From: Junio C Hamano <gitster@pobox.com>
To: Duy Nguyen <pclouds@gmail.com>
Cc: Joey Hess <id@joeyh.name>, GIT Mailing List <git@vger.kernel.org>
Subject: Re: weaning distributions off tarballs: extended verification of git tags
Date: Mon, 02 Mar 2015 15:44:55 -0800 [thread overview]
Message-ID: <xmqqsidn7ymg.fsf@gitster.dls.corp.google.com> (raw)
In-Reply-To: <CACsJy8C3=f=esBrHE8OudSa0nUbCrLaYJtLC2in3p+tcc-d9bw@mail.gmail.com> (Duy Nguyen's message of "Tue, 3 Mar 2015 06:20:26 +0700")
Duy Nguyen <pclouds@gmail.com> writes:
> On Tue, Mar 3, 2015 at 1:12 AM, Joey Hess <id@joeyh.name> wrote:
>> I support this proposal, as someone who no longer releases tarballs
>> of my software, when I can possibly avoid it. I have worried about
>> signed tags / commits only being a SHA1 break away from useless.
>>
>> As to the implementation, checksumming the collection of raw objects is
>> certainly superior to tar. Colin had suggested sorting the objects by
>> checksum, but I don't think that is necessary. Just stream the commit
>> object, then its tree object, followed by the content of each object
>> listed in the tree, recursing into subtrees as necessary. That will be a
>> stable stream for a given commit, or tree.
>
> It could be simplified a bit by using ls-tree -r (so you basically
> have a single big tree). Then hash commit, ls-tree -r output and all
> blobs pointed by ls-tree in listed order.
What problem are you trying to solve here, though, by deliberately
deviating what Git internally used to store these objects?
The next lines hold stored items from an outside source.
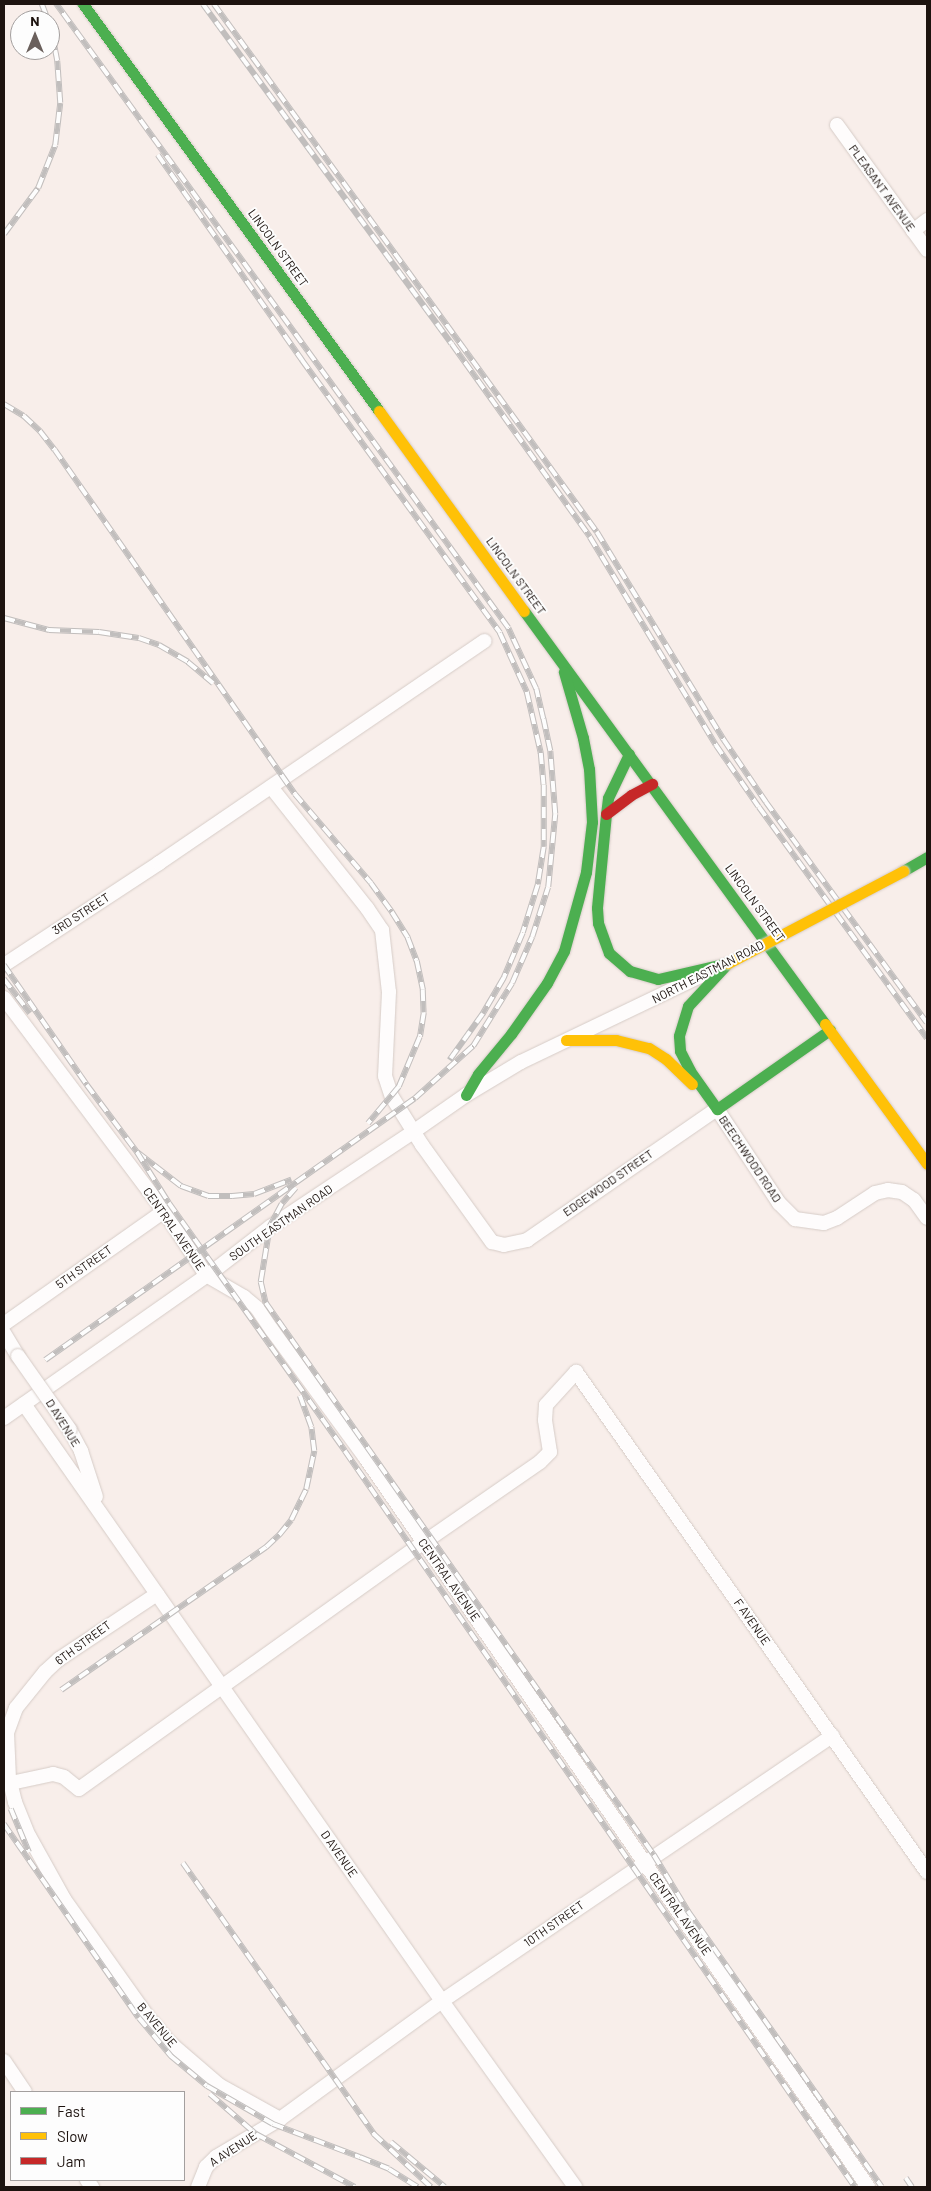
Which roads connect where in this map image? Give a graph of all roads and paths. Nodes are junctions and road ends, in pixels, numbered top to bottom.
1 (83, 4) edge
2 (837, 125) dead end
3 (927, 220) edge
4 (913, 231) junction
5 (927, 250) edge
6 (484, 641) dead end
7 (560, 659) junction
8 (630, 754) junction
9 (652, 784) junction
10 (272, 787) junction
11 (606, 814) junction
12 (927, 857) edge
13 (728, 963) junction
14 (4, 965) edge
15 (4, 998) edge
16 (830, 1030) junction
17 (566, 1040) junction
18 (704, 1093) junction
19 (466, 1095) junction
20 (716, 1109) junction
21 (414, 1132) junction
22 (927, 1164) edge
23 (164, 1210) junction
24 (927, 1218) edge
25 (206, 1275) junction
26 (4, 1324) edge
27 (4, 1333) edge
28 (24, 1404) junction
29 (4, 1418) edge
30 (106, 1520) junction
31 (423, 1543) junction
32 (157, 1594) junction
33 (222, 1687) junction
34 (832, 1736) junction
35 (11, 1783) junction
36 (644, 1862) junction
37 (927, 1872) edge
38 (64, 1899) joint
39 (442, 2001) junction
40 (4, 2061) edge
41 (24, 2091) edge
42 (280, 2119) junction
43 (198, 2187) edge
44 (575, 2187) edge
45 (868, 2187) edge

1 - 7 main road, LINCOLN STREET
2 - 4 street, PLEASANT AVENUE
3 - 4 street
4 - 5 street, PLEASANT AVENUE
6 - 10 street, 3RD STREET
7 - 8 main road, LINCOLN STREET
7 - 19 main road
8 - 9 main road, LINCOLN STREET
8 - 11 main road
9 - 11 main road
9 - 16 main road, LINCOLN STREET
10 - 14 street, 3RD STREET
10 - 21 street, EDGEWOOD STREET
11 - 13 main road
12 - 13 main road, NORTH EASTMAN ROAD, bridge
13 - 17 street, NORTH EASTMAN ROAD
13 - 18 main road
15 - 23 street, CENTRAL AVENUE
16 - 20 main road, EDGEWOOD STREET
16 - 22 main road, LINCOLN STREET
17 - 18 main road
17 - 19 street, SOUTH EASTMAN ROAD
18 - 20 main road, BEECHWOOD ROAD
19 - 21 street, SOUTH EASTMAN ROAD
20 - 21 street, EDGEWOOD STREET
20 - 24 street, BEECHWOOD ROAD
21 - 25 street, SOUTH EASTMAN ROAD
23 - 25 street, CENTRAL AVENUE
23 - 26 street, 5TH STREET
25 - 28 street, SOUTH EASTMAN ROAD
25 - 31 street, CENTRAL AVENUE
27 - 30 street, D AVENUE, bridge
28 - 29 street, SOUTH EASTMAN ROAD
28 - 30 street, D AVENUE
30 - 32 street, D AVENUE
31 - 33 street
31 - 34 street, F AVENUE
31 - 36 street, CENTRAL AVENUE
32 - 33 street, D AVENUE
32 - 35 street, 6TH STREET
33 - 35 street
33 - 39 street, D AVENUE
34 - 36 street, 10TH STREET
34 - 37 street, F AVENUE
35 - 38 street, 6TH STREET
36 - 39 street, 10TH STREET
36 - 45 street, CENTRAL AVENUE
38 - 42 street, B AVENUE
39 - 42 street, 10TH STREET
39 - 44 street, D AVENUE
40 - 41 street
42 - 43 street, A AVENUE

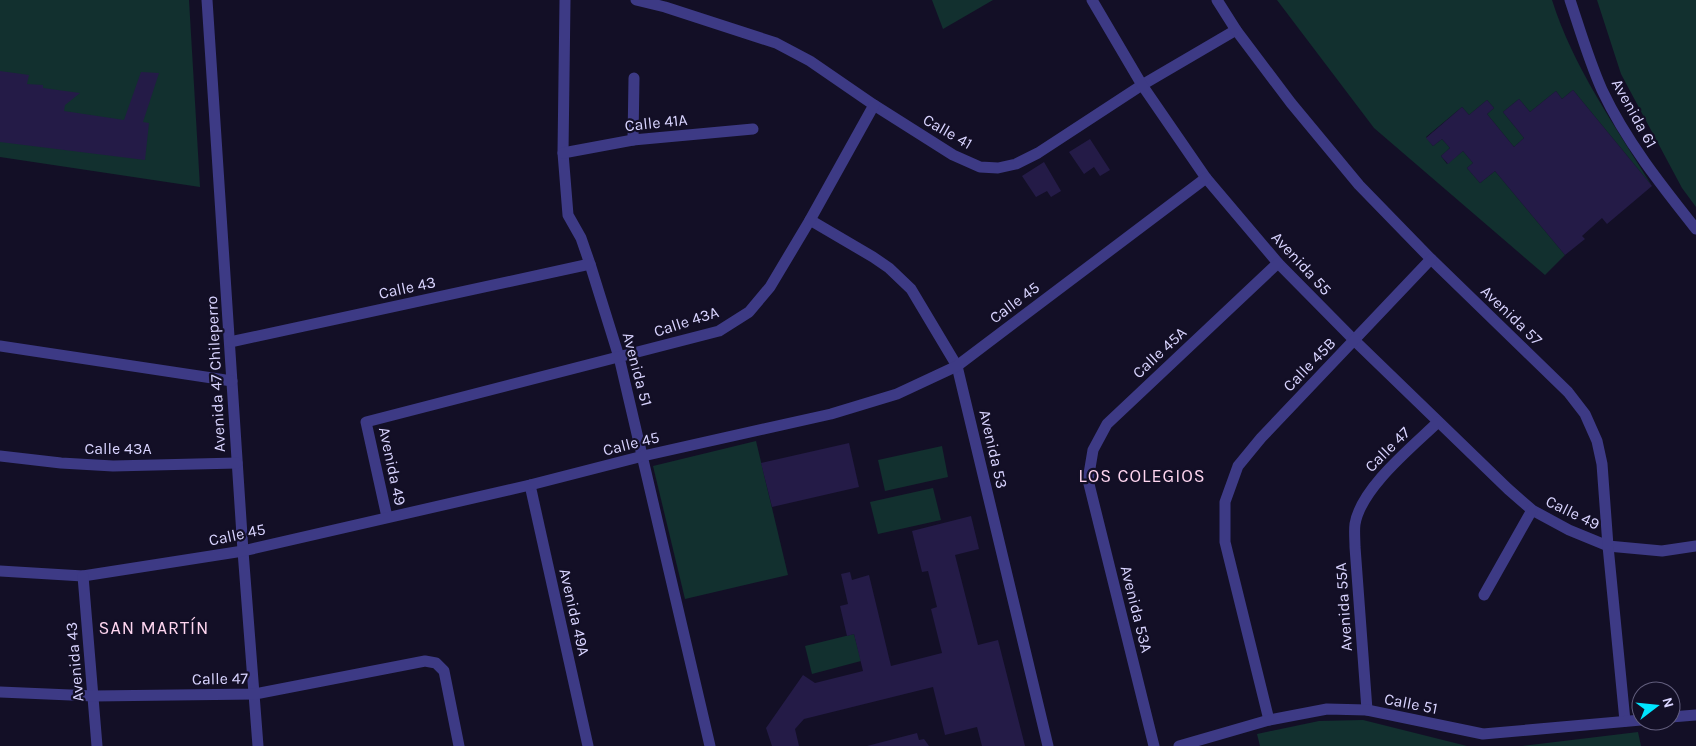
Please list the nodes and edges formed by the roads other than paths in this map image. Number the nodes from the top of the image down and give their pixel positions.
1 (207, 0) edge
2 (565, 0) edge
3 (636, 0) edge
4 (1092, 0) edge
5 (1217, 0) edge
6 (1570, 0) edge
7 (1236, 30) junction
8 (634, 78) dead end
9 (1142, 85) junction
10 (874, 105) junction
11 (753, 129) dead end
12 (633, 140) junction
13 (563, 153) junction
14 (1206, 178) junction
15 (810, 220) junction
16 (1696, 229) edge
17 (1431, 259) junction
18 (590, 264) junction
19 (1278, 264) junction
20 (1354, 340) junction
21 (230, 342) junction
22 (0, 346) edge
23 (619, 358) junction
24 (957, 366) junction
25 (232, 381) junction
26 (366, 422) joint
27 (1438, 422) junction
28 (0, 456) edge
29 (643, 456) junction
30 (237, 463) junction
31 (1088, 480) joint
32 (530, 485) junction
33 (1363, 502) joint
34 (1532, 510) junction
35 (387, 517) junction
36 (1608, 546) junction
37 (1696, 546) edge
38 (242, 550) junction
39 (0, 571) edge
40 (83, 576) junction
41 (1484, 595) dead end
42 (0, 692) edge
43 (255, 694) junction
44 (94, 696) junction
45 (1367, 710) junction
46 (1696, 715) edge
47 (1681, 716) edge
48 (1269, 720) junction
49 (1624, 721) junction
50 (1631, 721) edge
51 (97, 746) edge
52 (258, 746) edge
53 (459, 746) edge
54 (588, 746) edge
55 (710, 746) edge
56 (1048, 746) edge
57 (1154, 746) edge
58 (1178, 746) edge

1 - 21 street, Avenida 47 Chileperro
2 - 13 street, Avenida 51
3 - 10 street, Calle 41
4 - 9 street, Avenida 55
5 - 7 street, Avenida 57
6 - 16 street, Avenida 61
7 - 9 street, Calle 41
7 - 17 street, Avenida 57
8 - 12 street
9 - 10 street, Calle 41
9 - 14 street, Avenida 55
10 - 15 street, Calle 43A
11 - 12 street, Calle 41A
12 - 13 street, Calle 41A
13 - 18 street, Avenida 51
14 - 19 street, Avenida 55
14 - 24 street, Calle 45
15 - 23 street, Calle 43A
15 - 24 street, Avenida 53
17 - 20 street, Calle 45B
17 - 36 street, Avenida 57
18 - 21 street, Calle 43
18 - 23 street, Avenida 51
19 - 20 street, Avenida 55
19 - 31 street, Calle 45A
20 - 27 street, Avenida 55
20 - 48 street, Calle 45B
21 - 25 street, Avenida 47 Chileperro
22 - 25 street
23 - 26 street, Calle 43A
23 - 29 street, Avenida 51
24 - 29 street, Calle 45
24 - 56 street, Avenida 53
25 - 30 street, Avenida 47 Chileperro
26 - 35 street, Avenida 49
27 - 33 street, Calle 47
27 - 34 street, Avenida 55
28 - 30 street, Calle 43A
29 - 32 street, Calle 45
29 - 55 street, Avenida 51
30 - 38 street, Avenida 47 Chileperro
31 - 57 street, Avenida 53A
32 - 35 street, Calle 45
32 - 54 street, Avenida 49A
33 - 45 street, Avenida 55A
34 - 36 street, Calle 49
34 - 41 street, Calle 49
35 - 38 street, Calle 45
36 - 37 street, Calle 49
36 - 49 street, Avenida 57
38 - 40 street, Calle 45
38 - 43 street, Avenida 47 Chileperro
39 - 40 street, Calle 45
40 - 44 street, Avenida 43
42 - 44 street, Calle 47
43 - 44 street, Calle 47
43 - 52 street, Avenida 47 Chileperro
43 - 53 street, Calle 47
44 - 51 street, Avenida 43
45 - 48 street, Calle 51
45 - 49 street, Calle 51
46 - 47 street
48 - 58 street, Calle 51
49 - 50 street, Calle 51

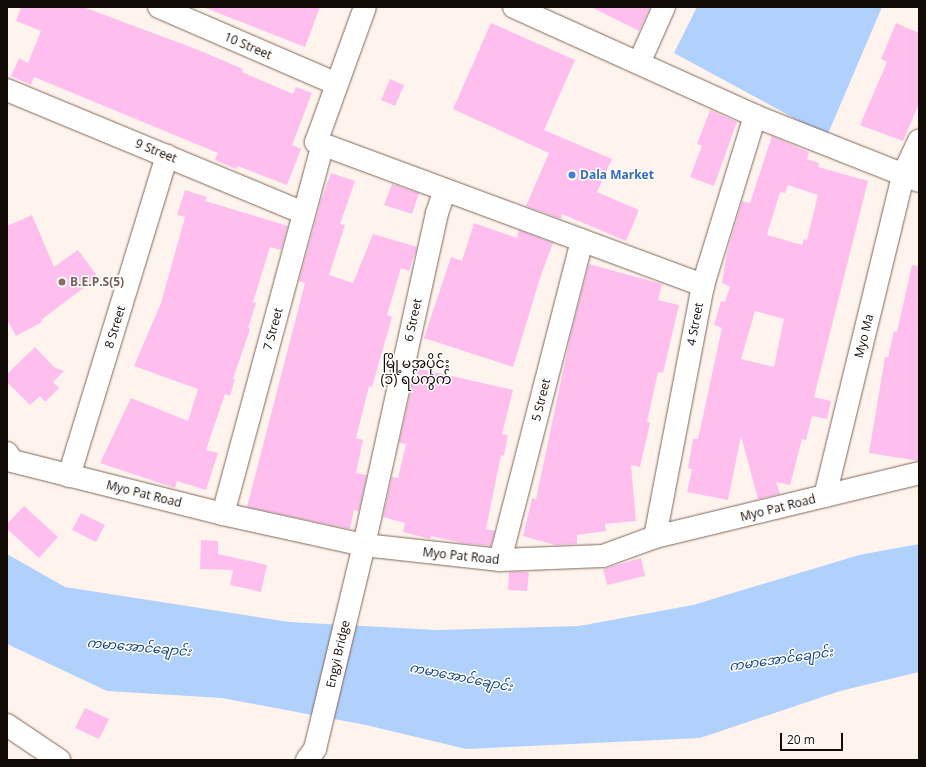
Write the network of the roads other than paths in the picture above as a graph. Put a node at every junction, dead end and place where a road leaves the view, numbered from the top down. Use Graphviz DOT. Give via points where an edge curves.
graph roads {
  1 [pos="158,7"];
  2 [pos="365,7"];
  3 [pos="514,7"];
  4 [pos="664,7"];
  5 [pos="639,63"];
  6 [pos="337,84"];
  7 [pos="7,90"];
  8 [pos="755,116"];
  9 [pos="919,140"];
  10 [pos="323,144"];
  11 [pos="167,156"];
  12 [pos="911,178"];
  13 [pos="445,190"];
  14 [pos="304,213"];
  15 [pos="582,240"];
  16 [pos="702,285"];
  17 [pos="7,453"];
  18 [pos="919,473"];
  19 [pos="69,476"];
  20 [pos="825,496"];
  21 [pos="223,514"];
  22 [pos="655,537"];
  23 [pos="364,545"];
  24 [pos="500,560"];
  25 [pos="7,725"];
  26 [pos="311,755"];
  27 [pos="59,760"];
  1 -- 6 [label="street, 10 Street"];
  2 -- 6 [label="street"];
  3 -- 5 [label="street"];
  4 -- 5 [label="street"];
  5 -- 8 [label="street"];
  6 -- 10 [label="street" via="316,142"];
  7 -- 11 [label="street, 9 Street"];
  8 -- 12 [label="street"];
  8 -- 16 [label="street, 4 Street"];
  9 -- 12 [label="street, Myo Ma"];
  10 -- 13 [label="street"];
  10 -- 14 [label="street, 7 Street"];
  11 -- 14 [label="street, 9 Street"];
  11 -- 19 [label="street, 8 Street"];
  12 -- 20 [label="street, Myo Ma"];
  13 -- 15 [label="street"];
  13 -- 23 [label="street, 6 Street" via="436,213"];
  14 -- 21 [label="street, 7 Street"];
  15 -- 16 [label="street"];
  15 -- 24 [label="street, 5 Street"];
  16 -- 22 [label="street, 4 Street"];
  17 -- 19 [label="street, Myo Pat Road" via="12,461"];
  18 -- 20 [label="street, Myo Pat Road"];
  19 -- 21 [label="street, Myo Pat Road"];
  20 -- 22 [label="street, Myo Pat Road"];
  21 -- 23 [label="street, Myo Pat Road"];
  22 -- 24 [label="street, Myo Pat Road" via="603,556"];
  23 -- 24 [label="street, Myo Pat Road"];
  23 -- 26 [label="street, Engyi Bridge"];
  25 -- 27 [label="street"];
}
If it is
OK to ignore the tree boundary, then you probably do not even need
trees in this secondary hash for validation in the first place.
For example, you can hash a stream:
<commit object contents> +
N * (<pathname> + NUL + <blob object contents>)
as long as the <pathname>s are sorted in a predictable order (like
in "the index order") in the output. That would be even simpler (I
am not saying it is necessarily better, and by inference neither is
your "simplification").
I was about to suggest another alternative.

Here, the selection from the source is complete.